> [EXERCISE REQUIREMENTS] The required result is the exact run of lines beginning at the one containing "ctx.rectangle(x, y, w, h)" and ending at the last line of the entries.

***** EXTRACTED ENTRIES

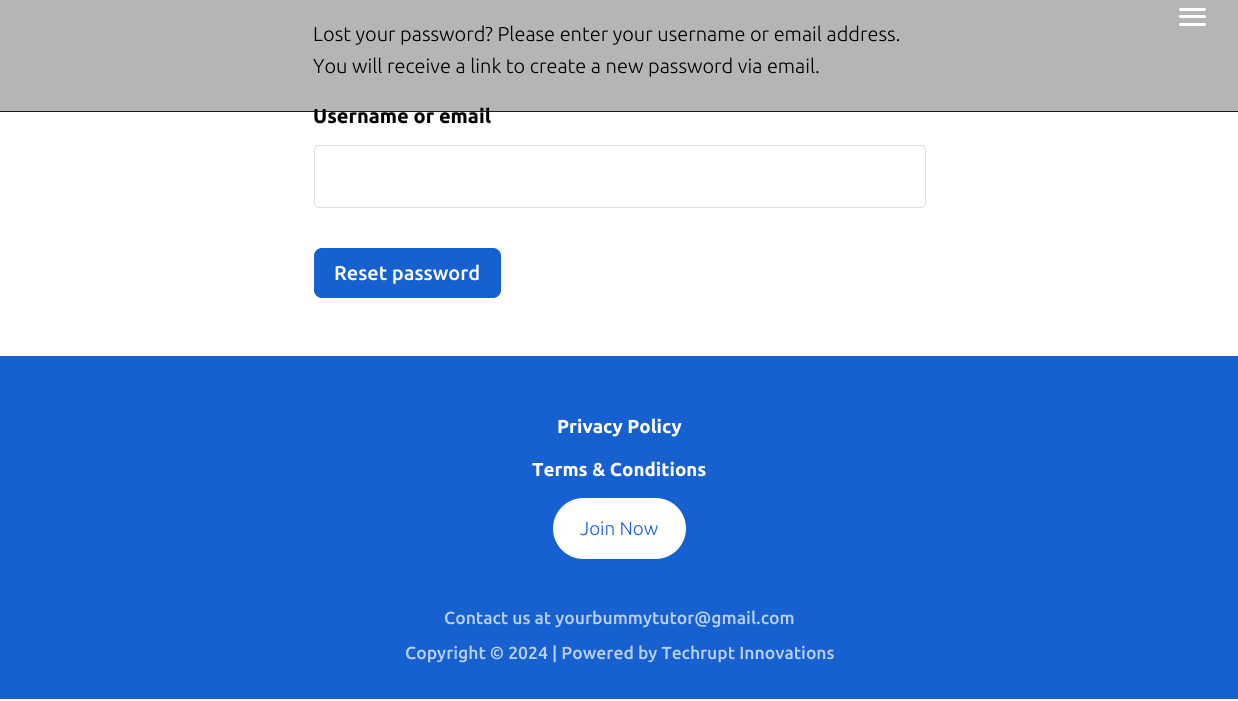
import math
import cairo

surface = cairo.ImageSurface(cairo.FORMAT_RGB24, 1238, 701)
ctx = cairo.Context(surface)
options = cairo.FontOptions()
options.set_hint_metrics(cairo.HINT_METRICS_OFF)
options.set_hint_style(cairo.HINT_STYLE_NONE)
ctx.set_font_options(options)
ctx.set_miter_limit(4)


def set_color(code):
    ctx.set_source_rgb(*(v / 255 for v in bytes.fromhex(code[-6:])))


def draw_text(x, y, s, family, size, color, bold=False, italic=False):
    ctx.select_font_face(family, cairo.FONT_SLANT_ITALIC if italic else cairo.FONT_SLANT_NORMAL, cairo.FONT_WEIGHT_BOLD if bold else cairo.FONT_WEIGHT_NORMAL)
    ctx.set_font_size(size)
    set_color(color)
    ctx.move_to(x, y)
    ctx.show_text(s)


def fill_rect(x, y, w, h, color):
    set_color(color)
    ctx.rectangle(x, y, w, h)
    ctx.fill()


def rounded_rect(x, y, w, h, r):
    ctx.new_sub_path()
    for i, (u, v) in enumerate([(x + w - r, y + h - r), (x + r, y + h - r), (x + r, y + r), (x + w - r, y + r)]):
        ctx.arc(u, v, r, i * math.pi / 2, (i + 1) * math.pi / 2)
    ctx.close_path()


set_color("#ffffff")
ctx.paint()
draw_text(313, 41, "Lost your password? Please enter your username or email address.", "Ubuntu Light", 20, "#000000")
draw_text(313, 73, "You will receive a link to create a new password via email.", "Ubuntu Light", 20, "#000000")
draw_text(313, 123, "Username or email", "Ubuntu", 20, "#000000", bold=True)
ctx.set_source_rgba(0, 0, 0, 0.29)
ctx.rectangle(0, 0, 1238, 111)
ctx.fill()
fill_rect(0, 111, 1238, 1, "#1a1b20")
set_color("#ffffff")
rounded_rect(1179, 8, 27, 3, 1.5)
ctx.fill()
rounded_rect(1179, 15, 27, 3, 1.5)
ctx.fill()
rounded_rect(1179, 23, 27, 3, 1.5)
ctx.fill()
rounded_rect(314.5, 145.5, 611, 62, 4.5)
set_color("#dcdfe5")
ctx.set_line_width(1)
ctx.stroke()
set_color("#1760d0")
rounded_rect(314.5, 248.5, 186, 49, 7.5)
ctx.fill_preserve()
ctx.stroke()
draw_text(334, 280, "Reset password", "Ubuntu Medium", 20, "#ffffff")
fill_rect(0, 356, 1238, 343, "#1760d0")
draw_text(557, 433, "Privacy Policy", "Ubuntu", 18.75, "#ffffff", bold=True)
draw_text(532, 476, "Terms & Conditions", "Ubuntu", 18.75, "#ffffff", bold=True)
rounded_rect(553, 498, 133, 61, 30.5)
ctx.fill()
draw_text(580, 535, "Join Now", "Ubuntu Light", 18.75, "#1760d0")
draw_text(444, 624, "Contact us at yourbummytutor@gmail.com", "Ubuntu Medium", 17.5, "#b9cff1")
draw_text(405, 659, "Copyright © 2024 | Powered by Techrupt Innovations", "Ubuntu Medium", 17.5, "#b9cff1")
surface.write_to_png("output.png")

**********

> [WRITTEN RESPONSE]
    ctx.rectangle(x, y, w, h)
    ctx.fill()


def rounded_rect(x, y, w, h, r):
    ctx.new_sub_path()
    for i, (u, v) in enumerate([(x + w - r, y + h - r), (x + r, y + h - r), (x + r, y + r), (x + w - r, y + r)]):
        ctx.arc(u, v, r, i * math.pi / 2, (i + 1) * math.pi / 2)
    ctx.close_path()


set_color("#ffffff")
ctx.paint()
draw_text(313, 41, "Lost your password? Please enter your username or email address.", "Ubuntu Light", 20, "#000000")
draw_text(313, 73, "You will receive a link to create a new password via email.", "Ubuntu Light", 20, "#000000")
draw_text(313, 123, "Username or email", "Ubuntu", 20, "#000000", bold=True)
ctx.set_source_rgba(0, 0, 0, 0.29)
ctx.rectangle(0, 0, 1238, 111)
ctx.fill()
fill_rect(0, 111, 1238, 1, "#1a1b20")
set_color("#ffffff")
rounded_rect(1179, 8, 27, 3, 1.5)
ctx.fill()
rounded_rect(1179, 15, 27, 3, 1.5)
ctx.fill()
rounded_rect(1179, 23, 27, 3, 1.5)
ctx.fill()
rounded_rect(314.5, 145.5, 611, 62, 4.5)
set_color("#dcdfe5")
ctx.set_line_width(1)
ctx.stroke()
set_color("#1760d0")
rounded_rect(314.5, 248.5, 186, 49, 7.5)
ctx.fill_preserve()
ctx.stroke()
draw_text(334, 280, "Reset password", "Ubuntu Medium", 20, "#ffffff")
fill_rect(0, 356, 1238, 343, "#1760d0")
draw_text(557, 433, "Privacy Policy", "Ubuntu", 18.75, "#ffffff", bold=True)
draw_text(532, 476, "Terms & Conditions", "Ubuntu", 18.75, "#ffffff", bold=True)
rounded_rect(553, 498, 133, 61, 30.5)
ctx.fill()
draw_text(580, 535, "Join Now", "Ubuntu Light", 18.75, "#1760d0")
draw_text(444, 624, "Contact us at yourbummytutor@gmail.com", "Ubuntu Medium", 17.5, "#b9cff1")
draw_text(405, 659, "Copyright © 2024 | Powered by Techrupt Innovations", "Ubuntu Medium", 17.5, "#b9cff1")
surface.write_to_png("output.png")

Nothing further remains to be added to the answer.